=== Section Start ===
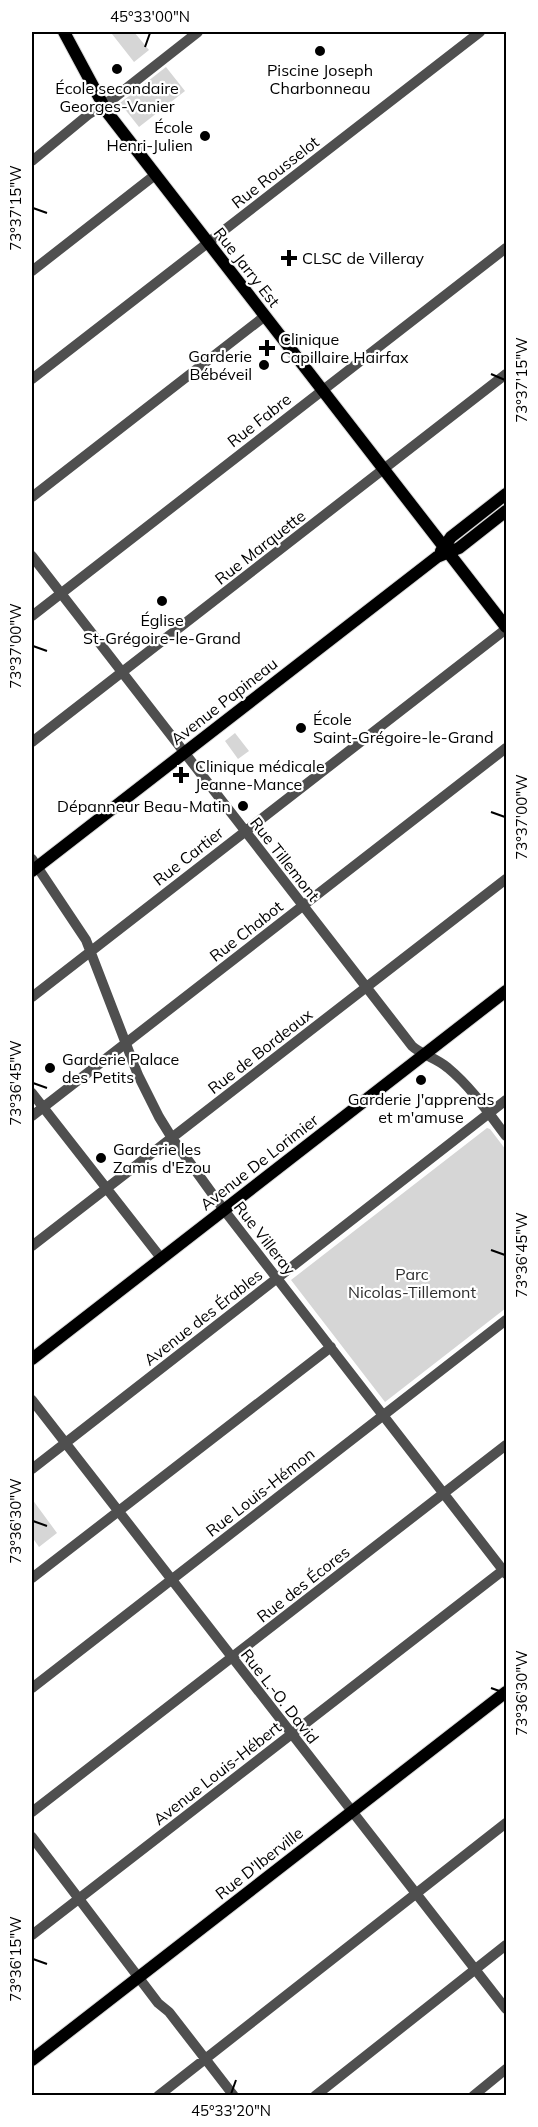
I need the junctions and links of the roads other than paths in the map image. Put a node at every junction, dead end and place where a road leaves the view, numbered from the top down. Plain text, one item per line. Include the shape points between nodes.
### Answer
1 (64, 32) edge
2 (198, 32) edge
3 (480, 32) edge
4 (102, 105) junction
5 (32, 161) edge
6 (155, 175) junction
7 (208, 243) junction
8 (507, 248) edge
9 (32, 271) edge
10 (265, 316) junction
11 (507, 374) edge
12 (32, 379) edge
13 (322, 390) junction
14 (383, 470) junction
15 (507, 494) edge
16 (32, 497) edge
17 (507, 511) edge
18 (443, 552) junction
19 (32, 556) edge
20 (60, 594) junction
21 (32, 616) edge
22 (507, 628) edge
23 (122, 673) junction
24 (32, 742) edge
25 (507, 748) edge
26 (184, 753) junction
27 (244, 831) junction
28 (33, 866) edge
29 (507, 879) edge
30 (303, 906) junction
31 (90, 951) junction
32 (366, 988) junction
33 (507, 991) edge
34 (32, 997) edge
35 (125, 1043) junction
36 (426, 1053) junction
37 (32, 1093) edge
38 (507, 1100) edge
39 (43, 1107) junction
40 (489, 1114) junction
41 (32, 1116) edge
42 (507, 1136) edge
43 (172, 1138) junction
44 (105, 1189) junction
45 (224, 1210) junction
46 (32, 1246) edge
47 (161, 1258) junction
48 (277, 1278) junction
49 (507, 1320) edge
50 (331, 1347) junction
51 (32, 1359) edge
52 (32, 1400) edge
53 (383, 1415) junction
54 (64, 1443) junction
55 (507, 1445) edge
56 (32, 1469) edge
57 (444, 1493) junction
58 (117, 1511) junction
59 (506, 1571) edge
60 (32, 1578) edge
61 (171, 1579) junction
62 (232, 1658) junction
63 (32, 1688) edge
64 (507, 1692) edge
65 (291, 1734) junction
66 (32, 1812) edge
67 (352, 1812) junction
68 (507, 1823) edge
69 (32, 1837) edge
70 (416, 1893) junction
71 (80, 1898) junction
72 (32, 1935) edge
73 (507, 1945) edge
74 (475, 1969) junction
75 (140, 1977) junction
76 (507, 2009) edge
77 (205, 2058) junction
78 (32, 2060) edge
79 (507, 2069) edge
80 (158, 2096) edge
81 (234, 2096) edge
82 (315, 2096) edge
83 (473, 2096) edge

1 - 4 main road, Rue Jarry Est
2 - 4 street
3 - 7 street, Rue Rousselot
4 - 5 street
4 - 6 main road, Rue Jarry Est
6 - 7 main road, Rue Jarry Est
6 - 9 street
7 - 10 main road, Rue Jarry Est
7 - 12 street, Rue Rousselot
8 - 13 street, Rue Fabre
10 - 13 main road, Rue Jarry Est
10 - 16 street
11 - 14 street, Rue Marquette
13 - 14 main road, Rue Jarry Est
13 - 20 street, Rue Fabre
14 - 18 main road, Rue Jarry Est
14 - 23 street, Rue Marquette
15 - 18 main road, Avenue Papineau via 451,537
17 - 18 main road, Avenue Papineau via 459,548
18 - 22 main road, Rue Jarry Est
18 - 26 main road, Avenue Papineau
19 - 20 street, Rue Tillemont
20 - 21 street, Rue Fabre
20 - 23 street, Rue Tillemont
22 - 27 street, Rue Cartier
23 - 24 street, Rue Marquette
23 - 26 street, Rue Tillemont
25 - 30 street, Rue Chabot
26 - 27 street, Rue Tillemont
26 - 28 main road, Avenue Papineau
27 - 30 street, Rue Tillemont
27 - 31 street, Rue Cartier
28 - 31 street, Rue Villeray
29 - 32 street, Rue de Bordeaux
30 - 32 street, Rue Tillemont
30 - 35 street, Rue Chabot
31 - 34 street, Rue Cartier
31 - 35 street, Rue Villeray
32 - 36 street, Rue Tillemont via 414,1049
32 - 43 street, Rue de Bordeaux
33 - 36 main road, Avenue De Lorimier
35 - 39 street, Rue Chabot
35 - 43 street, Rue Villeray via 146,1093
36 - 40 street, Rue Tillemont via 456,1075
36 - 45 main road, Avenue De Lorimier
37 - 39 street
38 - 40 street, Avenue des Érables
39 - 41 street, Rue Chabot
39 - 44 street
40 - 42 street, Rue Tillemont
40 - 48 street, Avenue des Érables
43 - 44 street, Rue de Bordeaux
43 - 45 street, Rue Villeray
44 - 46 street, Rue de Bordeaux
44 - 47 street
45 - 47 main road, Avenue De Lorimier
45 - 48 street, Rue Villeray
47 - 51 main road, Avenue De Lorimier
48 - 50 street, Rue Villeray
48 - 54 street, Avenue des Érables
49 - 53 street, Rue Louis-Hémon
50 - 53 street, Rue Villeray
50 - 58 street
52 - 54 street, Rue L.-O. David
53 - 57 street, Rue Villeray
53 - 61 street, Rue Louis-Hémon
54 - 56 street, Avenue des Érables
54 - 58 street, Rue L.-O. David
55 - 57 street, Rue des Écores
57 - 59 street, Rue Villeray
57 - 62 street, Rue des Écores
58 - 60 street
58 - 61 street, Rue L.-O. David
59 - 65 street, Avenue Louis-Hébert
61 - 62 street, Rue L.-O. David
61 - 63 street, Rue Louis-Hémon
62 - 65 street, Rue L.-O. David
62 - 66 street, Rue des Écores
64 - 67 main road, Rue D'Iberville
65 - 67 street, Rue L.-O. David
65 - 71 street, Avenue Louis-Hébert
67 - 70 street, Rue L.-O. David
67 - 75 main road, Rue D'Iberville
68 - 70 street
69 - 71 street
70 - 74 street, Rue L.-O. David
70 - 77 street
71 - 72 street, Avenue Louis-Hébert
71 - 75 street
73 - 74 street
74 - 76 street, Rue L.-O. David
74 - 82 street
75 - 77 street
75 - 78 main road, Rue D'Iberville
77 - 80 street
77 - 81 street
79 - 83 street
=== Section End ===
▶ Directions for this task
Word for word, retype the material above without its pictures.

▶ Exercise result
I need the junctions and links of the roads other than paths in the map image. Put a node at every junction, dead end and place where a road leaves the view, numbered from the top down. Plain text, one item per line. Include the shape points between nodes.
### Answer
1 (64, 32) edge
2 (198, 32) edge
3 (480, 32) edge
4 (102, 105) junction
5 (32, 161) edge
6 (155, 175) junction
7 (208, 243) junction
8 (507, 248) edge
9 (32, 271) edge
10 (265, 316) junction
11 (507, 374) edge
12 (32, 379) edge
13 (322, 390) junction
14 (383, 470) junction
15 (507, 494) edge
16 (32, 497) edge
17 (507, 511) edge
18 (443, 552) junction
19 (32, 556) edge
20 (60, 594) junction
21 (32, 616) edge
22 (507, 628) edge
23 (122, 673) junction
24 (32, 742) edge
25 (507, 748) edge
26 (184, 753) junction
27 (244, 831) junction
28 (33, 866) edge
29 (507, 879) edge
30 (303, 906) junction
31 (90, 951) junction
32 (366, 988) junction
33 (507, 991) edge
34 (32, 997) edge
35 (125, 1043) junction
36 (426, 1053) junction
37 (32, 1093) edge
38 (507, 1100) edge
39 (43, 1107) junction
40 (489, 1114) junction
41 (32, 1116) edge
42 (507, 1136) edge
43 (172, 1138) junction
44 (105, 1189) junction
45 (224, 1210) junction
46 (32, 1246) edge
47 (161, 1258) junction
48 (277, 1278) junction
49 (507, 1320) edge
50 (331, 1347) junction
51 (32, 1359) edge
52 (32, 1400) edge
53 (383, 1415) junction
54 (64, 1443) junction
55 (507, 1445) edge
56 (32, 1469) edge
57 (444, 1493) junction
58 (117, 1511) junction
59 (506, 1571) edge
60 (32, 1578) edge
61 (171, 1579) junction
62 (232, 1658) junction
63 (32, 1688) edge
64 (507, 1692) edge
65 (291, 1734) junction
66 (32, 1812) edge
67 (352, 1812) junction
68 (507, 1823) edge
69 (32, 1837) edge
70 (416, 1893) junction
71 (80, 1898) junction
72 (32, 1935) edge
73 (507, 1945) edge
74 (475, 1969) junction
75 (140, 1977) junction
76 (507, 2009) edge
77 (205, 2058) junction
78 (32, 2060) edge
79 (507, 2069) edge
80 (158, 2096) edge
81 (234, 2096) edge
82 (315, 2096) edge
83 (473, 2096) edge

1 - 4 main road, Rue Jarry Est
2 - 4 street
3 - 7 street, Rue Rousselot
4 - 5 street
4 - 6 main road, Rue Jarry Est
6 - 7 main road, Rue Jarry Est
6 - 9 street
7 - 10 main road, Rue Jarry Est
7 - 12 street, Rue Rousselot
8 - 13 street, Rue Fabre
10 - 13 main road, Rue Jarry Est
10 - 16 street
11 - 14 street, Rue Marquette
13 - 14 main road, Rue Jarry Est
13 - 20 street, Rue Fabre
14 - 18 main road, Rue Jarry Est
14 - 23 street, Rue Marquette
15 - 18 main road, Avenue Papineau via 451,537
17 - 18 main road, Avenue Papineau via 459,548
18 - 22 main road, Rue Jarry Est
18 - 26 main road, Avenue Papineau
19 - 20 street, Rue Tillemont
20 - 21 street, Rue Fabre
20 - 23 street, Rue Tillemont
22 - 27 street, Rue Cartier
23 - 24 street, Rue Marquette
23 - 26 street, Rue Tillemont
25 - 30 street, Rue Chabot
26 - 27 street, Rue Tillemont
26 - 28 main road, Avenue Papineau
27 - 30 street, Rue Tillemont
27 - 31 street, Rue Cartier
28 - 31 street, Rue Villeray
29 - 32 street, Rue de Bordeaux
30 - 32 street, Rue Tillemont
30 - 35 street, Rue Chabot
31 - 34 street, Rue Cartier
31 - 35 street, Rue Villeray
32 - 36 street, Rue Tillemont via 414,1049
32 - 43 street, Rue de Bordeaux
33 - 36 main road, Avenue De Lorimier
35 - 39 street, Rue Chabot
35 - 43 street, Rue Villeray via 146,1093
36 - 40 street, Rue Tillemont via 456,1075
36 - 45 main road, Avenue De Lorimier
37 - 39 street
38 - 40 street, Avenue des Érables
39 - 41 street, Rue Chabot
39 - 44 street
40 - 42 street, Rue Tillemont
40 - 48 street, Avenue des Érables
43 - 44 street, Rue de Bordeaux
43 - 45 street, Rue Villeray
44 - 46 street, Rue de Bordeaux
44 - 47 street
45 - 47 main road, Avenue De Lorimier
45 - 48 street, Rue Villeray
47 - 51 main road, Avenue De Lorimier
48 - 50 street, Rue Villeray
48 - 54 street, Avenue des Érables
49 - 53 street, Rue Louis-Hémon
50 - 53 street, Rue Villeray
50 - 58 street
52 - 54 street, Rue L.-O. David
53 - 57 street, Rue Villeray
53 - 61 street, Rue Louis-Hémon
54 - 56 street, Avenue des Érables
54 - 58 street, Rue L.-O. David
55 - 57 street, Rue des Écores
57 - 59 street, Rue Villeray
57 - 62 street, Rue des Écores
58 - 60 street
58 - 61 street, Rue L.-O. David
59 - 65 street, Avenue Louis-Hébert
61 - 62 street, Rue L.-O. David
61 - 63 street, Rue Louis-Hémon
62 - 65 street, Rue L.-O. David
62 - 66 street, Rue des Écores
64 - 67 main road, Rue D'Iberville
65 - 67 street, Rue L.-O. David
65 - 71 street, Avenue Louis-Hébert
67 - 70 street, Rue L.-O. David
67 - 75 main road, Rue D'Iberville
68 - 70 street
69 - 71 street
70 - 74 street, Rue L.-O. David
70 - 77 street
71 - 72 street, Avenue Louis-Hébert
71 - 75 street
73 - 74 street
74 - 76 street, Rue L.-O. David
74 - 82 street
75 - 77 street
75 - 78 main road, Rue D'Iberville
77 - 80 street
77 - 81 street
79 - 83 street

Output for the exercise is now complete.